# Trailer upgrades……



## sonny.barile (Jul 23, 2022)

[dir=rtl][/dir]I just replaced my bunks because they were rotting. Only 6 years old and used in the salt. They were carpeted PT bunks and I had the LoadRite bunk covers on them. I think that contributed to the rot as they never really dry out being carpeted and with those covers on them. The PT made the lag screws corrode like mad and it spread to the swivels on the brackets. The original u-bolts and fasteners did not appear to be galvanized or stainless so it’s no wonder they went so quick. My boat (16 ft. welded) is kinda heavy (or at least it is to me) with a floor, side console, 30 hp remote, starting battery, 6 gallon tank, deep cycle battery, trolling motor, fishing gear, ….etc etc…..it’s over 750 lbs. It’s not good to be hauling that with rotten 2x4’s and crumbling fasteners. 

I bought a set of new galvanized brackets, swivels, and u-bolts (upsized from 3/8 to 1/2 inch). Decided to give composite bunks a shot and bought two 60 inch Ultimate Bunk Boards. (HDPE) 


The more I look at this pic the more I think I should have used 2 x 6’s.

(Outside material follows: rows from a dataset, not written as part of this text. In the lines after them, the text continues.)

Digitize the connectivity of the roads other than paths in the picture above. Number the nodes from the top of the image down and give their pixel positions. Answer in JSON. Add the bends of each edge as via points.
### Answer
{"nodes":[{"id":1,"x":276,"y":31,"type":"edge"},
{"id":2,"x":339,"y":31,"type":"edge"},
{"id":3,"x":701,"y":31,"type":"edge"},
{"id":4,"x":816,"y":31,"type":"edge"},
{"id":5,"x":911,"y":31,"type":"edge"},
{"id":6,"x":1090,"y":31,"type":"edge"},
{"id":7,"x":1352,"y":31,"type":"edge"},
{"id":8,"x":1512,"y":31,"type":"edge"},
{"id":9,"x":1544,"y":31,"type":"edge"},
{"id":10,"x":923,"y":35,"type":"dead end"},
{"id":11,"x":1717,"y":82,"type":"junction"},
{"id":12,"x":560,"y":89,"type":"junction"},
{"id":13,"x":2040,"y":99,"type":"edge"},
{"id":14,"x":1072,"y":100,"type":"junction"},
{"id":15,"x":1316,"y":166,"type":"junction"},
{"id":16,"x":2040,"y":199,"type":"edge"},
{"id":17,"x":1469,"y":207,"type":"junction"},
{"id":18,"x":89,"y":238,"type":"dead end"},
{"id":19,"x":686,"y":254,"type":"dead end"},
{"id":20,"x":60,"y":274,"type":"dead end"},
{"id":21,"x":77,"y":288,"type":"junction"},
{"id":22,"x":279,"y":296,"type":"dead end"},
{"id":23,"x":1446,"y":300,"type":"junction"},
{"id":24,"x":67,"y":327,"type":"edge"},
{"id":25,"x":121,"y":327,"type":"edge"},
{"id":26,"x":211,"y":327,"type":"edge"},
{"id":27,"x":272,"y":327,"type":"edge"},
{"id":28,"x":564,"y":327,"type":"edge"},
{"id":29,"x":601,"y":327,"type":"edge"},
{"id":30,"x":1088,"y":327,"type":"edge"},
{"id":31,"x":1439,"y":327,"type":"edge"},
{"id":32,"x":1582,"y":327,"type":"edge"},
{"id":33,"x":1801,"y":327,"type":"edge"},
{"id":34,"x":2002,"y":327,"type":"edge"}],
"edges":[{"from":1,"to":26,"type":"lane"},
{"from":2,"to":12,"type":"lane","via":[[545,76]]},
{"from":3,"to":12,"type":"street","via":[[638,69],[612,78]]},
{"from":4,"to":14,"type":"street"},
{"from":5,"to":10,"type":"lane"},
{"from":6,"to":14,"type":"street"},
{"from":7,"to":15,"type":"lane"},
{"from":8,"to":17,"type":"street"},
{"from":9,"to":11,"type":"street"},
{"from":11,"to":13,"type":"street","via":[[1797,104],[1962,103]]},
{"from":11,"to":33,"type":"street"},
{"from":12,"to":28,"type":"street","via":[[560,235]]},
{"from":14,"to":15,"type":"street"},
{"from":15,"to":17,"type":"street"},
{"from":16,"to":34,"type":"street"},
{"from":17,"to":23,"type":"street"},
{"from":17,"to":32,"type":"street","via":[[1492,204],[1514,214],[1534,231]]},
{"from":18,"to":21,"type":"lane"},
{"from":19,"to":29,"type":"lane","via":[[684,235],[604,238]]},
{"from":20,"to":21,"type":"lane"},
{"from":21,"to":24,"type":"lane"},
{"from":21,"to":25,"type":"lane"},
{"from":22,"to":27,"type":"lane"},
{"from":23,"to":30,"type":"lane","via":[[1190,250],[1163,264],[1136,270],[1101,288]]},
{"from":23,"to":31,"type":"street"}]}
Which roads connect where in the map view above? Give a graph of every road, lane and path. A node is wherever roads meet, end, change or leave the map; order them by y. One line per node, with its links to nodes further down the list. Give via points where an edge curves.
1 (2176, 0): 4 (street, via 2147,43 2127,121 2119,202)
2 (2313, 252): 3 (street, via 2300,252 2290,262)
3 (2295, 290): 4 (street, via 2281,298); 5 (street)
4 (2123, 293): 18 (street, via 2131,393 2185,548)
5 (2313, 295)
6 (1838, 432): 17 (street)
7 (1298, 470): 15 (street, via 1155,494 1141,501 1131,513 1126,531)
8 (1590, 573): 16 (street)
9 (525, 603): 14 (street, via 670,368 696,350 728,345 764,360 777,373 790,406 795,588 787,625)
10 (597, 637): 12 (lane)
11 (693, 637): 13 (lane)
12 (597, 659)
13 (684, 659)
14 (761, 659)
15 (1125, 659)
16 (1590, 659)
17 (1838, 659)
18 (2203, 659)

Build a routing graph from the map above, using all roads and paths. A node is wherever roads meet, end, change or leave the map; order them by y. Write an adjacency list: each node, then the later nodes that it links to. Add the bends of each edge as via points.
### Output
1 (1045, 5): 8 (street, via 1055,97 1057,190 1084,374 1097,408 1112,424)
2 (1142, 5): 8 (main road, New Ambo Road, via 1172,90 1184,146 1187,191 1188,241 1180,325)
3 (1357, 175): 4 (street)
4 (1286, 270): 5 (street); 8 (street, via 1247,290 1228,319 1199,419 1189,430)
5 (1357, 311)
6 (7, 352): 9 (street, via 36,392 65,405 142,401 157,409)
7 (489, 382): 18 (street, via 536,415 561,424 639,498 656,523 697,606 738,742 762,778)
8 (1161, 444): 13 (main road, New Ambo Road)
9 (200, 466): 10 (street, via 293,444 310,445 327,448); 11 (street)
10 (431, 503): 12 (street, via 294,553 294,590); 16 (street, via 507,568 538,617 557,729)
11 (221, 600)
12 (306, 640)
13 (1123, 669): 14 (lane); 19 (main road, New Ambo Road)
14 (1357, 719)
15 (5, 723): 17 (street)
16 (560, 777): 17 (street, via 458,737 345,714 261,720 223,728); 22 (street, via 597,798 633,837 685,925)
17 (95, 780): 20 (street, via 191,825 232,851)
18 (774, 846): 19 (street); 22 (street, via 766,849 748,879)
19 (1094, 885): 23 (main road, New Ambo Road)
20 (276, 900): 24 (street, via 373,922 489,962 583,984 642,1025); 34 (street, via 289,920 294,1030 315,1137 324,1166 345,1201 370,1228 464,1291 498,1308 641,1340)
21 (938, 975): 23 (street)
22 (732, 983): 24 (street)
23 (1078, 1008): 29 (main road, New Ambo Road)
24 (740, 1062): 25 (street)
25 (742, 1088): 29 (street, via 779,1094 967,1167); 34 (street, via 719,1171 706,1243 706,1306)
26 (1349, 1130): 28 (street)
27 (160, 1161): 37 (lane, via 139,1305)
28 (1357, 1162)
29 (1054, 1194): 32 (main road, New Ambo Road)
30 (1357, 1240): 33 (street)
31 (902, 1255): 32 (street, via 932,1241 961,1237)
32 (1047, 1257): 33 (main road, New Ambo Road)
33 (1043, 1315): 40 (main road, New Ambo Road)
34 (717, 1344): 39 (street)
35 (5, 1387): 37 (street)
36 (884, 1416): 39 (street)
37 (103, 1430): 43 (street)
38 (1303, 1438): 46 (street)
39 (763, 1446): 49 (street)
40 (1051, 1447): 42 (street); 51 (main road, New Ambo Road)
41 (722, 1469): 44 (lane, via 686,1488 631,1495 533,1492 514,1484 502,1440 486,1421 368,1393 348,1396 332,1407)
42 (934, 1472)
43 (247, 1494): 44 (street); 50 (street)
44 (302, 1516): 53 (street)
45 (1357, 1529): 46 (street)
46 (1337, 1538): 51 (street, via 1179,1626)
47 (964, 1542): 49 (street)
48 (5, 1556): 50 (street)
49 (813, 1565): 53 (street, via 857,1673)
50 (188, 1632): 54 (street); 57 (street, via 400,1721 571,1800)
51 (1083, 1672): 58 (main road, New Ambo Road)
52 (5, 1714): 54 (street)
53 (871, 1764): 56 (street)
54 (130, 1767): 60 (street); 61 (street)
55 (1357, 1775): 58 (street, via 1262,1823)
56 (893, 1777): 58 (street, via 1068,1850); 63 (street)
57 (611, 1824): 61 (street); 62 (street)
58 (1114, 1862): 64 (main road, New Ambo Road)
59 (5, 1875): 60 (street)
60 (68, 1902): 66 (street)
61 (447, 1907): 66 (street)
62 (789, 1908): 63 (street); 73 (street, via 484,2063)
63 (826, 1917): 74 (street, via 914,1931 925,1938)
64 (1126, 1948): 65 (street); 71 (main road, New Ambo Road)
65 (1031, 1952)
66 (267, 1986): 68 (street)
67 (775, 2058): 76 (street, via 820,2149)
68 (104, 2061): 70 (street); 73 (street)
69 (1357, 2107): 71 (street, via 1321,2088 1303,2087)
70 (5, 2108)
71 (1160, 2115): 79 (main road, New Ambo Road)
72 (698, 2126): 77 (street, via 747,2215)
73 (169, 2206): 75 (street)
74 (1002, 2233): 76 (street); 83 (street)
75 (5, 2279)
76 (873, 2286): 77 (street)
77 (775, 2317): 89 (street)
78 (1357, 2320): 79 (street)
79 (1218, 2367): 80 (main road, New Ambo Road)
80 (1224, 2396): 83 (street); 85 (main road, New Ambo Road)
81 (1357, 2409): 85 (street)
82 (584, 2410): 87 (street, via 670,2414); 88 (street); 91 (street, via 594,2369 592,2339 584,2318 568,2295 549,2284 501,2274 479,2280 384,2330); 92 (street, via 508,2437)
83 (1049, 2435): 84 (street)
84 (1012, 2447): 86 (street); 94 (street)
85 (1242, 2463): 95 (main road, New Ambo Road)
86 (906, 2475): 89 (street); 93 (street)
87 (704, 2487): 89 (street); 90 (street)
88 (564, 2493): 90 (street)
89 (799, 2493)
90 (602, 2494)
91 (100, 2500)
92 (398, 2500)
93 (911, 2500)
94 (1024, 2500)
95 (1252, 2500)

My keel spool roller was pretty chewed up and cracked pretty bad. The shaft was a 1/2 inch bolt with a lock nut. I think having sharp threads in the bore is counter productive so I replaced that with a 1/2 inch shaft and caps. I also moved it forward a bit as I thought it was too far back. 



The angle of a ramp I use often is pretty bad, and when I get the boat up on the bunks, the bow drags on the trailer center beam before it reaches the keel spool. I decided to add a wider roller where that center beam starts. This way the bow will be more elevated. My boats too heavy to muscle it in……or at least without scratching it up good. Ihad to use a two piece bracket (split) because the center beam sticks out an inch. 



Last but not least I added some bumpers on both sides of the forward cross member as a just in case…….


----------



## LDUBS (Jul 24, 2022)

For whatever it is worth, I have a similar bottom config and the bunks are 2x4 laid flat like yours. I could use 2x6 but haven't seen the need. I sure like the idea of the composite bunks. Mine are typical 2x lumber covered in carpet. But I am only in fresh water. 


The upgrades look great. My bunks are going on 4 years. I'll probably be doing the replacement in the next year or two.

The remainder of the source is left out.